Start of Block
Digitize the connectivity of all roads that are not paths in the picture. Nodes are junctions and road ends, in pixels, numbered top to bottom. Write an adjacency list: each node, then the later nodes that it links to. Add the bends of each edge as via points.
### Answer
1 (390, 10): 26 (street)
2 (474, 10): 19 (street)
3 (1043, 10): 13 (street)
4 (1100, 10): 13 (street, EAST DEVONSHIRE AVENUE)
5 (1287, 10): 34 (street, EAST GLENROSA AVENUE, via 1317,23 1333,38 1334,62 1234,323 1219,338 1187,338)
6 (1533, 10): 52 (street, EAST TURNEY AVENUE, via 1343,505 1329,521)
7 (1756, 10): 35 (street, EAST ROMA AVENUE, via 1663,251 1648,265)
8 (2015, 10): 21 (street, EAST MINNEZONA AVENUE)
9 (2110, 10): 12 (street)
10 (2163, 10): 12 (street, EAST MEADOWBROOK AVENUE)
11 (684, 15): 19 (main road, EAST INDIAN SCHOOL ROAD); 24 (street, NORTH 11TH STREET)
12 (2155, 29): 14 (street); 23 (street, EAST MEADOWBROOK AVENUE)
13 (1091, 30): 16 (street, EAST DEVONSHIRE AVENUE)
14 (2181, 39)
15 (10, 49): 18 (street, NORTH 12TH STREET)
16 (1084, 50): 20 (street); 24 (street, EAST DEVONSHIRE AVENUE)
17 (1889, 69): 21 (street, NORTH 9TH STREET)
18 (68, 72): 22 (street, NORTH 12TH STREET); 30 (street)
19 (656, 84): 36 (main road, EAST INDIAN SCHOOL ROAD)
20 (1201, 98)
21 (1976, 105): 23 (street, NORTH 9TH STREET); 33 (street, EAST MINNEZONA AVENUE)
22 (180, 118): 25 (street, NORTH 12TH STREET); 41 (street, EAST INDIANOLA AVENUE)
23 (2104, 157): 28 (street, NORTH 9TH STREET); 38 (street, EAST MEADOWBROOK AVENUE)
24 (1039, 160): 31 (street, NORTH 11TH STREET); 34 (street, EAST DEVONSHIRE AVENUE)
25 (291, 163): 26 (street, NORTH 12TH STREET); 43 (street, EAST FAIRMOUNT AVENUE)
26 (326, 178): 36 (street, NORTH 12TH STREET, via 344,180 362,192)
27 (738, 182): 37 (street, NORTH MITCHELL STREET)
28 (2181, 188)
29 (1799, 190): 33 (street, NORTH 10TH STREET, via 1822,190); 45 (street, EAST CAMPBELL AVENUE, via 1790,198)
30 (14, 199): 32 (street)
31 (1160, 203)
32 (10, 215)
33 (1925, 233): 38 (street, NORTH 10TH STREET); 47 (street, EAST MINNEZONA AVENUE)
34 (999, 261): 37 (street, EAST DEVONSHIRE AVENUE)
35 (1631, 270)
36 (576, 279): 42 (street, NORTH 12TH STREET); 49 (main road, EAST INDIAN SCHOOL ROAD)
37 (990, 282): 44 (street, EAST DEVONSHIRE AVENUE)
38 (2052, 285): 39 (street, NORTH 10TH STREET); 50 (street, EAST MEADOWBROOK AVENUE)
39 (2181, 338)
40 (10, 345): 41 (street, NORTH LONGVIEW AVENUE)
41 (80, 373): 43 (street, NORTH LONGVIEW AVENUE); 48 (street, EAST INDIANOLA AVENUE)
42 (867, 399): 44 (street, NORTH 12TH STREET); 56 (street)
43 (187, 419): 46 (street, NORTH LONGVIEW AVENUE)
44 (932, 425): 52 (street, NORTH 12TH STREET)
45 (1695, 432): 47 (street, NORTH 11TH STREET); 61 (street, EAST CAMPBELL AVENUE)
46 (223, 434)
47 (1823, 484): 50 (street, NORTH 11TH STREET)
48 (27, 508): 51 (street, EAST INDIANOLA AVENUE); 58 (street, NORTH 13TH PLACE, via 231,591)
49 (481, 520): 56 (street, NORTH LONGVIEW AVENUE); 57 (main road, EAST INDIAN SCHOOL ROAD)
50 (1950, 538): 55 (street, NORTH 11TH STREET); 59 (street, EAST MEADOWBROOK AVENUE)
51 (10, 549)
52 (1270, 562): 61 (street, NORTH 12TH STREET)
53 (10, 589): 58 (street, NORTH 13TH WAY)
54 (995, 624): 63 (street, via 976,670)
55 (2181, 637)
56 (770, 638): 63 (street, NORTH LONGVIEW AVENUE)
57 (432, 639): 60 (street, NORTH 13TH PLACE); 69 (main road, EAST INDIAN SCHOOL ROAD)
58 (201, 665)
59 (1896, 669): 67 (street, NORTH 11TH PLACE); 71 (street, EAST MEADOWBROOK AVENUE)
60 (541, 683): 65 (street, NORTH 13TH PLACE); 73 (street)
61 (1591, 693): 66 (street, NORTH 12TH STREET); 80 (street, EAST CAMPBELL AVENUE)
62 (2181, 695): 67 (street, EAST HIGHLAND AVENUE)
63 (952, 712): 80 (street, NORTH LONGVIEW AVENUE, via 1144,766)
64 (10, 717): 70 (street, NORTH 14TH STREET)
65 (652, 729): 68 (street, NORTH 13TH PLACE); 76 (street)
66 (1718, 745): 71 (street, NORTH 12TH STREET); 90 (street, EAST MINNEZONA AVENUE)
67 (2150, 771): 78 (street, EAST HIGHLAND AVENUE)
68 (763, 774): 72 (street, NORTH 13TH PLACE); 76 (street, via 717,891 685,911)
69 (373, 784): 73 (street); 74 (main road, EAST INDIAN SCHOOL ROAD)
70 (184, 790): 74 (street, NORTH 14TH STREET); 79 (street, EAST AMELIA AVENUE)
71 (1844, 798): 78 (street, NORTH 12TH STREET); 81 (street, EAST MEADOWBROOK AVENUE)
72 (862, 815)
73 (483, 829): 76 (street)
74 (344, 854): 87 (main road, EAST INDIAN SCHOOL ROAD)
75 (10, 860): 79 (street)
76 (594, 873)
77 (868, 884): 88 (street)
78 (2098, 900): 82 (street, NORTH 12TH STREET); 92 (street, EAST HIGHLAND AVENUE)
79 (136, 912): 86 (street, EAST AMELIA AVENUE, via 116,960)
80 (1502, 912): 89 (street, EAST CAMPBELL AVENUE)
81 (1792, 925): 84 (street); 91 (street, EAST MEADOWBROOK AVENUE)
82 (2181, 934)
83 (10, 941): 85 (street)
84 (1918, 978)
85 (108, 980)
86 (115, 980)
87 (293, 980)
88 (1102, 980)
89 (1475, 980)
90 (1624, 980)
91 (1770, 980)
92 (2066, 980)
End of Block
> **PROBLEM DETAILS**
Would you please copy the material above exactly, with nothing left out?

> **REPLY TO THE TASK**
Digitize the connectivity of all roads that are not paths in the picture. Nodes are junctions and road ends, in pixels, numbered top to bottom. Write an adjacency list: each node, then the later nodes that it links to. Add the bends of each edge as via points.
### Answer
1 (390, 10): 26 (street)
2 (474, 10): 19 (street)
3 (1043, 10): 13 (street)
4 (1100, 10): 13 (street, EAST DEVONSHIRE AVENUE)
5 (1287, 10): 34 (street, EAST GLENROSA AVENUE, via 1317,23 1333,38 1334,62 1234,323 1219,338 1187,338)
6 (1533, 10): 52 (street, EAST TURNEY AVENUE, via 1343,505 1329,521)
7 (1756, 10): 35 (street, EAST ROMA AVENUE, via 1663,251 1648,265)
8 (2015, 10): 21 (street, EAST MINNEZONA AVENUE)
9 (2110, 10): 12 (street)
10 (2163, 10): 12 (street, EAST MEADOWBROOK AVENUE)
11 (684, 15): 19 (main road, EAST INDIAN SCHOOL ROAD); 24 (street, NORTH 11TH STREET)
12 (2155, 29): 14 (street); 23 (street, EAST MEADOWBROOK AVENUE)
13 (1091, 30): 16 (street, EAST DEVONSHIRE AVENUE)
14 (2181, 39)
15 (10, 49): 18 (street, NORTH 12TH STREET)
16 (1084, 50): 20 (street); 24 (street, EAST DEVONSHIRE AVENUE)
17 (1889, 69): 21 (street, NORTH 9TH STREET)
18 (68, 72): 22 (street, NORTH 12TH STREET); 30 (street)
19 (656, 84): 36 (main road, EAST INDIAN SCHOOL ROAD)
20 (1201, 98)
21 (1976, 105): 23 (street, NORTH 9TH STREET); 33 (street, EAST MINNEZONA AVENUE)
22 (180, 118): 25 (street, NORTH 12TH STREET); 41 (street, EAST INDIANOLA AVENUE)
23 (2104, 157): 28 (street, NORTH 9TH STREET); 38 (street, EAST MEADOWBROOK AVENUE)
24 (1039, 160): 31 (street, NORTH 11TH STREET); 34 (street, EAST DEVONSHIRE AVENUE)
25 (291, 163): 26 (street, NORTH 12TH STREET); 43 (street, EAST FAIRMOUNT AVENUE)
26 (326, 178): 36 (street, NORTH 12TH STREET, via 344,180 362,192)
27 (738, 182): 37 (street, NORTH MITCHELL STREET)
28 (2181, 188)
29 (1799, 190): 33 (street, NORTH 10TH STREET, via 1822,190); 45 (street, EAST CAMPBELL AVENUE, via 1790,198)
30 (14, 199): 32 (street)
31 (1160, 203)
32 (10, 215)
33 (1925, 233): 38 (street, NORTH 10TH STREET); 47 (street, EAST MINNEZONA AVENUE)
34 (999, 261): 37 (street, EAST DEVONSHIRE AVENUE)
35 (1631, 270)
36 (576, 279): 42 (street, NORTH 12TH STREET); 49 (main road, EAST INDIAN SCHOOL ROAD)
37 (990, 282): 44 (street, EAST DEVONSHIRE AVENUE)
38 (2052, 285): 39 (street, NORTH 10TH STREET); 50 (street, EAST MEADOWBROOK AVENUE)
39 (2181, 338)
40 (10, 345): 41 (street, NORTH LONGVIEW AVENUE)
41 (80, 373): 43 (street, NORTH LONGVIEW AVENUE); 48 (street, EAST INDIANOLA AVENUE)
42 (867, 399): 44 (street, NORTH 12TH STREET); 56 (street)
43 (187, 419): 46 (street, NORTH LONGVIEW AVENUE)
44 (932, 425): 52 (street, NORTH 12TH STREET)
45 (1695, 432): 47 (street, NORTH 11TH STREET); 61 (street, EAST CAMPBELL AVENUE)
46 (223, 434)
47 (1823, 484): 50 (street, NORTH 11TH STREET)
48 (27, 508): 51 (street, EAST INDIANOLA AVENUE); 58 (street, NORTH 13TH PLACE, via 231,591)
49 (481, 520): 56 (street, NORTH LONGVIEW AVENUE); 57 (main road, EAST INDIAN SCHOOL ROAD)
50 (1950, 538): 55 (street, NORTH 11TH STREET); 59 (street, EAST MEADOWBROOK AVENUE)
51 (10, 549)
52 (1270, 562): 61 (street, NORTH 12TH STREET)
53 (10, 589): 58 (street, NORTH 13TH WAY)
54 (995, 624): 63 (street, via 976,670)
55 (2181, 637)
56 (770, 638): 63 (street, NORTH LONGVIEW AVENUE)
57 (432, 639): 60 (street, NORTH 13TH PLACE); 69 (main road, EAST INDIAN SCHOOL ROAD)
58 (201, 665)
59 (1896, 669): 67 (street, NORTH 11TH PLACE); 71 (street, EAST MEADOWBROOK AVENUE)
60 (541, 683): 65 (street, NORTH 13TH PLACE); 73 (street)
61 (1591, 693): 66 (street, NORTH 12TH STREET); 80 (street, EAST CAMPBELL AVENUE)
62 (2181, 695): 67 (street, EAST HIGHLAND AVENUE)
63 (952, 712): 80 (street, NORTH LONGVIEW AVENUE, via 1144,766)
64 (10, 717): 70 (street, NORTH 14TH STREET)
65 (652, 729): 68 (street, NORTH 13TH PLACE); 76 (street)
66 (1718, 745): 71 (street, NORTH 12TH STREET); 90 (street, EAST MINNEZONA AVENUE)
67 (2150, 771): 78 (street, EAST HIGHLAND AVENUE)
68 (763, 774): 72 (street, NORTH 13TH PLACE); 76 (street, via 717,891 685,911)
69 (373, 784): 73 (street); 74 (main road, EAST INDIAN SCHOOL ROAD)
70 (184, 790): 74 (street, NORTH 14TH STREET); 79 (street, EAST AMELIA AVENUE)
71 (1844, 798): 78 (street, NORTH 12TH STREET); 81 (street, EAST MEADOWBROOK AVENUE)
72 (862, 815)
73 (483, 829): 76 (street)
74 (344, 854): 87 (main road, EAST INDIAN SCHOOL ROAD)
75 (10, 860): 79 (street)
76 (594, 873)
77 (868, 884): 88 (street)
78 (2098, 900): 82 (street, NORTH 12TH STREET); 92 (street, EAST HIGHLAND AVENUE)
79 (136, 912): 86 (street, EAST AMELIA AVENUE, via 116,960)
80 (1502, 912): 89 (street, EAST CAMPBELL AVENUE)
81 (1792, 925): 84 (street); 91 (street, EAST MEADOWBROOK AVENUE)
82 (2181, 934)
83 (10, 941): 85 (street)
84 (1918, 978)
85 (108, 980)
86 (115, 980)
87 (293, 980)
88 (1102, 980)
89 (1475, 980)
90 (1624, 980)
91 (1770, 980)
92 (2066, 980)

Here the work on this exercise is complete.